*** Information shown

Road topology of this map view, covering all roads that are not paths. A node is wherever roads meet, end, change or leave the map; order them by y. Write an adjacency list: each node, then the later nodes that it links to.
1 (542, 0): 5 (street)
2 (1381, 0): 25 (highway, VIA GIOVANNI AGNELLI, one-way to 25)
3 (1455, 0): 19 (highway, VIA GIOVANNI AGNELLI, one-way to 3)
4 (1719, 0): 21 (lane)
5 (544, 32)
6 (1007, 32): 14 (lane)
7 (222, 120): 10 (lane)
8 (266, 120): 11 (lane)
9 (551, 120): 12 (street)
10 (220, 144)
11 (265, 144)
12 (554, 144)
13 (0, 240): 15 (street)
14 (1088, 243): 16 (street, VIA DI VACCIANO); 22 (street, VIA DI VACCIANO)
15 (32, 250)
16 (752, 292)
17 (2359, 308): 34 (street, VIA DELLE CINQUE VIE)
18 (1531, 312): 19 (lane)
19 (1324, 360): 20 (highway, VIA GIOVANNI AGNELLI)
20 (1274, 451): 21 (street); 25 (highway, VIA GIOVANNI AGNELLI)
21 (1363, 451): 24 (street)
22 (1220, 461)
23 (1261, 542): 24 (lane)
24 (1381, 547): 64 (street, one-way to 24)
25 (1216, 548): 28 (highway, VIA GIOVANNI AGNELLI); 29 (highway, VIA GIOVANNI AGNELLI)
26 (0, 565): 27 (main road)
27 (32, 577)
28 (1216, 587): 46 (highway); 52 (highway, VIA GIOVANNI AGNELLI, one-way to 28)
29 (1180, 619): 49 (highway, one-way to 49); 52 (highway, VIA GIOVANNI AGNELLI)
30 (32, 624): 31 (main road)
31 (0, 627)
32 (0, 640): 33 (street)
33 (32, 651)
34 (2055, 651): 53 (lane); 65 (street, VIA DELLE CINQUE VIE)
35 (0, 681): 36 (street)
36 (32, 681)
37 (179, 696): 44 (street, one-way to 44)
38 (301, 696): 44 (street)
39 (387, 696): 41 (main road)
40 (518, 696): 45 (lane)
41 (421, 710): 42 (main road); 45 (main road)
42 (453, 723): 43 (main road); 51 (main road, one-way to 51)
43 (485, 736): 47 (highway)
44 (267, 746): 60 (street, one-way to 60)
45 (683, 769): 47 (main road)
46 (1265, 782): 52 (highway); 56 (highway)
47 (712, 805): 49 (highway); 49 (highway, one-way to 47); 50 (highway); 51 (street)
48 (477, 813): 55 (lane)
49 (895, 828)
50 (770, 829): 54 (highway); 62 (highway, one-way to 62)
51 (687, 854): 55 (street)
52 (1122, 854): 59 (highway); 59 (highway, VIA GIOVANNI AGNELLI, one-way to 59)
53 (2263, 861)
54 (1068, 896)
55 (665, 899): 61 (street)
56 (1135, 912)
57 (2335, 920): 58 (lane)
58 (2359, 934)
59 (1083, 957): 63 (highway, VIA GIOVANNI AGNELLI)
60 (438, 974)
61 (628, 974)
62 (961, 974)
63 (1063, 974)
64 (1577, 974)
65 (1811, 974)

******

→ **Exercise aim**
Report each line of the data that includes the string "DELLE".

→ **Solution for this task**
17 (2359, 308): 34 (street, VIA DELLE CINQUE VIE)
34 (2055, 651): 53 (lane); 65 (street, VIA DELLE CINQUE VIE)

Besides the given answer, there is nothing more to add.